Significant heterogeneity existed at most time points. Sensitivity analyses were performed and showed that two studies [29, 31] affected the heterogeneity the most (see Additional file 8). After excluding the data from Xu et al. [31] at weeks 2, 4, and 24 and from Zhang et al. [29] at weeks 4 and 8, the heterogeneity of the remaining studies decreased at each time point. Publication bias was assessed at weeks 2, 4, 12, and 24, and asymmetry was detected at weeks 4 and 12 (see Additional file 9). Symmetrical contour-enhanced funnel plots combined with trim and fill analysis showed that, at week 4, four hypothetical studies were filled, with three plotted in the area of statistical significance and one in the area of statistical nonsignificance; at week 12, three hypothetical studies were filled, with two plotted in the area of statistical significance and one in the area of statistical nonsignificance. After filling, significance was lost at week 4 (SMD = −0.11, 95% CI −0.44 to 0.21; P = 0.50) but not at week 12 (SMD = −0.38, 95% CI −0.70 to −0.06; P = 0.02). The filled results are visualized in Additional file 10.
PT
Five studies reported PT data during the follow-up period. The PT in the MSC group was significantly higher at baseline (SMD = 0.30, 95% CI 0.01 to 0.59; I2 = 0%, P = 0.92), nonsignificantly lower at week 2 (SMD = −0.25, 95% CI −0.83 to 0.33; I2 = 0%, P = 0.58), week 4 (SMD = −0.56, 95% CI −1.31 to 0.19; I2 = 86%, P < 0.01), and week 8 (SMD = −0.44, 95% CI −1.12 to 0.25; I2 = 50%, P = 0.16), significantly lower at week 12 (SMD = −0.62, 95% CI −1.07 to −0.18; I2 = 51%, P = 0.11) and week 24 (SMD = −0.63, 95% CI −1.07 to −0.18; I2 = 0%, P = 0.60), and nonsignificantly lower at week 36 (SMD = −0.48, 95% CI −1.44 to 0.48) and week 48 (SMD = −0.44, 95% CI −1.40 to 0.51). The results are shown in Fig. 3. Publication bias was not assessed because of an insufficient number of studies.
PTA, INR, and CHE levels
Eleven studies reported PTA data during the follow-up period. No significant difference was observed in PTA between the MSC and control groups at baseline or any time point after treatment. Moreover, the INR (six studies) and CHE (six studies) levels did not differ significantly between the two groups at any time point. These results are shown in Fig. 3.
Subgroup meta-analysis
Study design (nRCT or RCT)
MELD score and ALB, ALT, and TBiL levels
Compared with the control group, the nRCT-MSC group showed a significant reduction in the MELD score at weeks 2, 12, and 24 after treatment, while the RCT-MSC group showed a significant reduction at week 24. The nRCT MSC group showed a significant increase in ALB levels at weeks 2, 4, 8, 12, and 24 after treatment, while the RCT-MSC group showed a significant increase at weeks 2 and 24. The nRCT-MSC group showed no significant reduction in ALT levels at any time point, while the RCT-MSC group showed a significant reduction in ALT levels at weeks 4 and 12 after treatment. The nRCT-MSC group showed a significant reduction in TBiL levels at weeks 8, 12, and 24 after treatment, while the RCT-MSC group showed a significant reduction at weeks 4, 12 and 24. These results are shown in Fig. 4.

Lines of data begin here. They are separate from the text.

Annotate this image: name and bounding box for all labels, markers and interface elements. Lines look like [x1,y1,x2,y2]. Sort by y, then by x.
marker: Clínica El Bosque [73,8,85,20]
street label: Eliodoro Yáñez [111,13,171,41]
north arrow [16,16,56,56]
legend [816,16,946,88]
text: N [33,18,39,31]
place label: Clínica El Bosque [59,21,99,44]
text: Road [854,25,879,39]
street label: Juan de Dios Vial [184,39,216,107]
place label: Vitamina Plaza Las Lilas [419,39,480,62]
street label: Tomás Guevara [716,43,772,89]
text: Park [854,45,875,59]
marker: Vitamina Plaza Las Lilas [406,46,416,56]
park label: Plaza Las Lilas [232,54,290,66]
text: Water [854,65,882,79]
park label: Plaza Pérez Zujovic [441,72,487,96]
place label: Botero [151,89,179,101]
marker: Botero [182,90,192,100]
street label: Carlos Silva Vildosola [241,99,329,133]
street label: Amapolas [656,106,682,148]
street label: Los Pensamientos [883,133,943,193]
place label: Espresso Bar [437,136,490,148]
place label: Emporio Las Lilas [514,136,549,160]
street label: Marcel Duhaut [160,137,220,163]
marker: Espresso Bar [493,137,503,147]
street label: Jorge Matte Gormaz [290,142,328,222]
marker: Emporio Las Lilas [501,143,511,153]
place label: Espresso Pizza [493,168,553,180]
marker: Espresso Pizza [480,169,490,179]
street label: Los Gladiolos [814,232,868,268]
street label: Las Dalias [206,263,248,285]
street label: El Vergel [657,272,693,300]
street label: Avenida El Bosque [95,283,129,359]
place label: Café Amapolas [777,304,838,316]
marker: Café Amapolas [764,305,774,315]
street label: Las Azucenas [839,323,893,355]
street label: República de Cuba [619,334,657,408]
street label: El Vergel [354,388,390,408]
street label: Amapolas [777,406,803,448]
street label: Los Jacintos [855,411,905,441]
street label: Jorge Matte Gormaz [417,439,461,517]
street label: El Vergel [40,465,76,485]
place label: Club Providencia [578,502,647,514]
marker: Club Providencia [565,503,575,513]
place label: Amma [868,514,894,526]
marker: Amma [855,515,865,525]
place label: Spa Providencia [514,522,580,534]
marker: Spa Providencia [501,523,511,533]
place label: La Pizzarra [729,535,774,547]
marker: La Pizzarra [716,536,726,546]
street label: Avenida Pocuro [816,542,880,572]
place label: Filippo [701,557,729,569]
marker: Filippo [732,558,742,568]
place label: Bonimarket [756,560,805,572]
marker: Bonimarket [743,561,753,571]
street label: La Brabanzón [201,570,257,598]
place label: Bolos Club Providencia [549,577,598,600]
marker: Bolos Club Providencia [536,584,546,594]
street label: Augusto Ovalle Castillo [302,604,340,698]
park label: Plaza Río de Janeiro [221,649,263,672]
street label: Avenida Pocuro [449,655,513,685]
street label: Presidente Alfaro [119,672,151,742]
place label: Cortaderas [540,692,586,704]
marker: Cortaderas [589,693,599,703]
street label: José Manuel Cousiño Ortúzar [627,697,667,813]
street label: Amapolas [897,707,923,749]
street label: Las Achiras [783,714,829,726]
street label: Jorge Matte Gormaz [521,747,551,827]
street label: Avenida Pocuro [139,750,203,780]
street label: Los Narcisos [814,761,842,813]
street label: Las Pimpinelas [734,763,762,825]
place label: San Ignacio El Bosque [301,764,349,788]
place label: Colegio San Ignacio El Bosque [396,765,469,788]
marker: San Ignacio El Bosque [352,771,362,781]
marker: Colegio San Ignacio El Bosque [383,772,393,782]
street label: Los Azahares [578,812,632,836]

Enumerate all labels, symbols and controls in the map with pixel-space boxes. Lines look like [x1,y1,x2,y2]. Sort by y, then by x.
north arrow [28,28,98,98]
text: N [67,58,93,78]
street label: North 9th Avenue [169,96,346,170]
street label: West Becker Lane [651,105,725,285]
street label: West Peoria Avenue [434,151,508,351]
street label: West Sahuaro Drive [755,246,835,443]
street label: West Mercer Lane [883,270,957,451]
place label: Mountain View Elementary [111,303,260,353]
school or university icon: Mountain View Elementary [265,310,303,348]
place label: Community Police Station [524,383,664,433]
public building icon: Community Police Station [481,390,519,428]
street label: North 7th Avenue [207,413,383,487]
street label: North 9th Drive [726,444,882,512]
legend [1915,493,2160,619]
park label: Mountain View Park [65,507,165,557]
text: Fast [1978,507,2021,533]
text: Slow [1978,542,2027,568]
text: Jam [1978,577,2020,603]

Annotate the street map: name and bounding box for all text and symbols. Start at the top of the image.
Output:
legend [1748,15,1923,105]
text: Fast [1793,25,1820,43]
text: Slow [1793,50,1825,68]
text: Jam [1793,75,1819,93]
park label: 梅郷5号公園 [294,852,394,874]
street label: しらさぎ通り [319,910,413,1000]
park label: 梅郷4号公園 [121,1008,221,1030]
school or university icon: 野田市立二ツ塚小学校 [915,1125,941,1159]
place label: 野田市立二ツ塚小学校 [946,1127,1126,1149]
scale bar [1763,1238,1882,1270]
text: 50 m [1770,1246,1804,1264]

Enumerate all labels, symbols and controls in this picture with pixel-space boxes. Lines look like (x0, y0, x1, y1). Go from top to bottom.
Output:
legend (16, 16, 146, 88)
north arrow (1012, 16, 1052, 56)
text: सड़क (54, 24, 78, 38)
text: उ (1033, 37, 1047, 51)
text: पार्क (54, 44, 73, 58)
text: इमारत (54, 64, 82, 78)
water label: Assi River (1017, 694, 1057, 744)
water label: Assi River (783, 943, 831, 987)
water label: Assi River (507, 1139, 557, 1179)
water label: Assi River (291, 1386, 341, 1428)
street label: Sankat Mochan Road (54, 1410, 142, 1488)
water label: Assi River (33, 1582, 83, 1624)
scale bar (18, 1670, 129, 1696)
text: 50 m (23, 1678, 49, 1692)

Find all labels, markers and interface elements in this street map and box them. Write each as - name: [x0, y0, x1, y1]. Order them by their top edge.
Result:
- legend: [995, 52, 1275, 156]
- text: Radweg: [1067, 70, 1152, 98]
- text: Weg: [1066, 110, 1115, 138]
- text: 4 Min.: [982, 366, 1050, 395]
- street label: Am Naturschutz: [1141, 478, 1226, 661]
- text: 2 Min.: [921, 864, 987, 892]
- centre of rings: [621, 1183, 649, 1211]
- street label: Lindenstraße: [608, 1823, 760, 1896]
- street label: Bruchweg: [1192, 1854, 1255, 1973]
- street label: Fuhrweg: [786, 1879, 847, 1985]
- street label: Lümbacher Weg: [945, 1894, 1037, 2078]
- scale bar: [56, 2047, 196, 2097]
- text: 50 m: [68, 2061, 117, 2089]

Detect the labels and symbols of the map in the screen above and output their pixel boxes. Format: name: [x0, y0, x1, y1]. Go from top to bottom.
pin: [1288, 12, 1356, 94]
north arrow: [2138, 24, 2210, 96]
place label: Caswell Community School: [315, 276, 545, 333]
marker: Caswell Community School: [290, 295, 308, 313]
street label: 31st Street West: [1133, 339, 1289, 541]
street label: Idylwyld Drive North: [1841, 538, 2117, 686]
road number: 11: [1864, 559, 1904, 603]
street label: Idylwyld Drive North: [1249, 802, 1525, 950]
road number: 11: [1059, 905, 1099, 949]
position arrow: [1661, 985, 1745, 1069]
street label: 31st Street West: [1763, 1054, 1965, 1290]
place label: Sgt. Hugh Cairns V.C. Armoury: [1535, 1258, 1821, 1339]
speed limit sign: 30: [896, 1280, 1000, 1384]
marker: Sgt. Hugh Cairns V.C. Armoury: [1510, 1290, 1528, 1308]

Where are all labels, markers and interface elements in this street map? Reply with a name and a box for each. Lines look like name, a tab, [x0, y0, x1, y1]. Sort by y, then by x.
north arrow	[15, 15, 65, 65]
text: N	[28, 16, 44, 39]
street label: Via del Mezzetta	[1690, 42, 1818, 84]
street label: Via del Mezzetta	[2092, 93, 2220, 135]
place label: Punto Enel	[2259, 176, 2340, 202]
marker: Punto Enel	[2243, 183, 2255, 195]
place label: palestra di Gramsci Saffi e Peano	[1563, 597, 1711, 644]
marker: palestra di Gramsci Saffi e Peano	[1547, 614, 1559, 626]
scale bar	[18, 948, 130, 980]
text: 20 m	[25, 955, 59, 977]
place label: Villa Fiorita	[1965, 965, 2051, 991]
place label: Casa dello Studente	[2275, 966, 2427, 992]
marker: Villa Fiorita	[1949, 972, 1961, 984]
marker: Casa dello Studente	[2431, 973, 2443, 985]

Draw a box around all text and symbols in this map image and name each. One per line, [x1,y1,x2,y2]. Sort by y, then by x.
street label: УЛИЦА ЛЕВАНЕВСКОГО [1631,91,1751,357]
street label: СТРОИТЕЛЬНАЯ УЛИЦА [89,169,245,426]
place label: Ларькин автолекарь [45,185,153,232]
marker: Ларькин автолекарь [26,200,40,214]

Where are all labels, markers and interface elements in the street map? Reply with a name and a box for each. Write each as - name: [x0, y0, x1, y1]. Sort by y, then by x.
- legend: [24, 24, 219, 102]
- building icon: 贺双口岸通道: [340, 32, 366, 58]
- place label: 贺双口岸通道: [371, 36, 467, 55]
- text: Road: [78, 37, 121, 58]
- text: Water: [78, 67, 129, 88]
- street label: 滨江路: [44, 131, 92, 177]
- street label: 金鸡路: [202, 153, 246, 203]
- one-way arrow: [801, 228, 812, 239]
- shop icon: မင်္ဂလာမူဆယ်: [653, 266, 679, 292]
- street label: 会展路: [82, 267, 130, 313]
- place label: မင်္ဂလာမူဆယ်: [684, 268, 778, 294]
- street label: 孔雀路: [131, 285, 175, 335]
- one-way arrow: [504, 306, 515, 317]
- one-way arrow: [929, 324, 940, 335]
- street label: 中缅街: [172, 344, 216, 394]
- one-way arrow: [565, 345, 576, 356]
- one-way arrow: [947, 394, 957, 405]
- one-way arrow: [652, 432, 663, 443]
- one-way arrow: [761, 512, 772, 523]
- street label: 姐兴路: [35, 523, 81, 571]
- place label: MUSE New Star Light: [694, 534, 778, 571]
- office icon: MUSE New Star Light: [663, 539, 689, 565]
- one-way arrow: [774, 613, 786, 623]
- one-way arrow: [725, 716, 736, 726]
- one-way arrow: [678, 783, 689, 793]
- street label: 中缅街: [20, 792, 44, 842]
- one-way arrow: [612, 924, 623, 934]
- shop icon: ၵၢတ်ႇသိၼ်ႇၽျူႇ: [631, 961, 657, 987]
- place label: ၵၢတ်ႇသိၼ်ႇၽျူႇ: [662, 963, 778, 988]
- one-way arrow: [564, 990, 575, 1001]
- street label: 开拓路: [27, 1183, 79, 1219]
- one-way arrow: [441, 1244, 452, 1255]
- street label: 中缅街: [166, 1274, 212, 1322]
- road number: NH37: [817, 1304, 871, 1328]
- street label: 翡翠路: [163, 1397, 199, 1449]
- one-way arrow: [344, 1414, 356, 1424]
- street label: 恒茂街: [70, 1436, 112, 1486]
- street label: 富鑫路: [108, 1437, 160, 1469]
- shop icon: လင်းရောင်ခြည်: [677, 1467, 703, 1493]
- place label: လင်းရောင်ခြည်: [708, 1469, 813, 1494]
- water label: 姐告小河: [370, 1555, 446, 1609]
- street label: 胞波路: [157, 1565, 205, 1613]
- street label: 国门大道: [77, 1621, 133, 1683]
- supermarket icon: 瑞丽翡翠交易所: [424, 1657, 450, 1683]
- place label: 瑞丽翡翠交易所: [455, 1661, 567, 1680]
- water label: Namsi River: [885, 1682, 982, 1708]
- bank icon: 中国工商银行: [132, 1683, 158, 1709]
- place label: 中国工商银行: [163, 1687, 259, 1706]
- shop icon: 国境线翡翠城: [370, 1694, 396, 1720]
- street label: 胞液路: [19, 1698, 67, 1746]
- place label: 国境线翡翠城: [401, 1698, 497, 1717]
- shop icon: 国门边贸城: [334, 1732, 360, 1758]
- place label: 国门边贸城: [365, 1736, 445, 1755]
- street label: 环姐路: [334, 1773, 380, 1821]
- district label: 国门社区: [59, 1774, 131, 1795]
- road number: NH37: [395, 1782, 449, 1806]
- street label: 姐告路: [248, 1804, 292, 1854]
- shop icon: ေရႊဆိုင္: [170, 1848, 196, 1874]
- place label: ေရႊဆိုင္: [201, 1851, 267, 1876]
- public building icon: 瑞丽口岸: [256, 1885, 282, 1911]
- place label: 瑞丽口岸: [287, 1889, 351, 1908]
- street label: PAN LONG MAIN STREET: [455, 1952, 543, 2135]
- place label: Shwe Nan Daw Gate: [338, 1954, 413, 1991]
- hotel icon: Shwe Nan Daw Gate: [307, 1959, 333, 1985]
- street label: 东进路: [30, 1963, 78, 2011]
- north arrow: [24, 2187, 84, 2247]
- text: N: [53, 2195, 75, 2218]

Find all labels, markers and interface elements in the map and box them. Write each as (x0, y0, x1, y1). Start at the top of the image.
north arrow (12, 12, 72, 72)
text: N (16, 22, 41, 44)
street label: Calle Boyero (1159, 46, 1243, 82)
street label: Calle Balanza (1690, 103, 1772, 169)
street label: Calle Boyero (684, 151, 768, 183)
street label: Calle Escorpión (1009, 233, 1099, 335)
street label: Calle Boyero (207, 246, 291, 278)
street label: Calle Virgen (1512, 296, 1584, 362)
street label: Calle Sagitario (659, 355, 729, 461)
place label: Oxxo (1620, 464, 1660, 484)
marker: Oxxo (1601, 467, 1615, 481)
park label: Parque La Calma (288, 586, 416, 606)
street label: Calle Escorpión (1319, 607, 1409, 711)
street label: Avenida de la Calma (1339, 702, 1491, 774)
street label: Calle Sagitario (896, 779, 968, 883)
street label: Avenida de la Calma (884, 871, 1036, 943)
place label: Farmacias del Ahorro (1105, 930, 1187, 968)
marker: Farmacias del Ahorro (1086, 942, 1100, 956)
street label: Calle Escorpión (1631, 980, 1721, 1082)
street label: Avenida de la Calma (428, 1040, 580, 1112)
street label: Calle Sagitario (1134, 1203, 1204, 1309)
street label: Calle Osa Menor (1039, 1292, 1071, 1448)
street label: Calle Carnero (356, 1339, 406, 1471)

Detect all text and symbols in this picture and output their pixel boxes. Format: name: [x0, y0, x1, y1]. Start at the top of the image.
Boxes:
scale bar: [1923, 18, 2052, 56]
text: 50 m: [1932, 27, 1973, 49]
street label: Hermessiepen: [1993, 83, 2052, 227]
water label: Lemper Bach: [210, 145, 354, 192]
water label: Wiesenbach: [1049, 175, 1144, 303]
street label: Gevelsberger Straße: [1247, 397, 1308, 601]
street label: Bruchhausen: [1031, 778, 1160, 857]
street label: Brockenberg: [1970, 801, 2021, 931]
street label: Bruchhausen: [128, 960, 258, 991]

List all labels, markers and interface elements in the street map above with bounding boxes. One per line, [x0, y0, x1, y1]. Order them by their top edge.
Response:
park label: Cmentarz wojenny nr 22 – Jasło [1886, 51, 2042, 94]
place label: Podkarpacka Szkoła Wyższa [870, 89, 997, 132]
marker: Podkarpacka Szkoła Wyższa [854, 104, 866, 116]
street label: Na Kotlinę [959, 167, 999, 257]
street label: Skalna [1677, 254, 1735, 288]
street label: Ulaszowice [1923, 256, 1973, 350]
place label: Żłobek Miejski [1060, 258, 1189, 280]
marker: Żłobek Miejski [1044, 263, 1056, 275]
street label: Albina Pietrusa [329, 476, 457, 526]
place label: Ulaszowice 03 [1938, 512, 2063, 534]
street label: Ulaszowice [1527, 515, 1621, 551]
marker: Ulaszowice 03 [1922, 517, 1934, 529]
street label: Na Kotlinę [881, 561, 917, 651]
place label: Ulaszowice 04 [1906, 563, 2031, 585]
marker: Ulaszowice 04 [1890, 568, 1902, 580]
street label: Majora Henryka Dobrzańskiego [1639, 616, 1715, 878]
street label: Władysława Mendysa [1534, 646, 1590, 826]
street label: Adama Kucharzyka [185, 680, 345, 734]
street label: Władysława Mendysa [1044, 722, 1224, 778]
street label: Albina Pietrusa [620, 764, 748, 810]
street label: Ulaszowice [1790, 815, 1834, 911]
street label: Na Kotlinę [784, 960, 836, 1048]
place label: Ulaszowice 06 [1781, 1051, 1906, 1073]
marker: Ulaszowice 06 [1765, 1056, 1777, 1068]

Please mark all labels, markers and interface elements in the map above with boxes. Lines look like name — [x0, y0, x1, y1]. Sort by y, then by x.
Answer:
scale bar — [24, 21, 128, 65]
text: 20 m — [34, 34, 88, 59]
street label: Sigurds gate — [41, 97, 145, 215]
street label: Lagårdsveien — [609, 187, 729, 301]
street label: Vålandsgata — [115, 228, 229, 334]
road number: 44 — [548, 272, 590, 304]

Cell type (B-MSCs or UC-MSCs)
MELD score and ALB, ALT, and TBiL levels
Compared with the control group, the B-MSC group showed a significant reduction in the MELD score at weeks 2 and 24 after treatment, while the UC-MSC group showed a significant reduction at week 12 only. The B-MSC group showed a significant increase in ALB levels at weeks 2, 4, and 24 after treatment, while the UC-MSC group showed a significant increase at weeks 8, 12, and 24. The B-MSC group showed a significant reduction in ALT levels at weeks 2, 4, and 24 after treatment, while the UC-MSC group showed no significant reduction at any time point. The B-MSC group showed a significant reduction in TBiL levels at weeks 2, 4, and 12 after treatment, while the UC-MSC group showed a significant reduction at week 12 only. These results are shown in Fig. 4.
Frequency of administration (single or multiple injection)
MELD score and ALB, ALT, and TBiL levels
Compared with the control group, the single MSC injection group showed a significant reduction in MELD score at weeks 2, 12, and 24 after treatment, while the multiple MSC injection group showed no significant reduction at any time point. The single MSC injection group showed a significant increase in ALB levels at weeks 2, 4, 12, and 24 after treatment, while the multiple MSC injection group showed a significant increase at week 8 only. The single MSC injection group showed a significant reduction in ALT levels at weeks 2, 4, 8, and 12 after treatment, while the multiple MSC injection group showed no significant reduction at any time point. The single MSC injection group showed a significant reduction in TBiL levels at weeks 2, 4, 12, and 24 after treatment, while the multiple MSC injection group showed a significant reduction at week 12 only. These results are shown in Fig. 4.
Delivery route (peripheral vein or hepatic artery)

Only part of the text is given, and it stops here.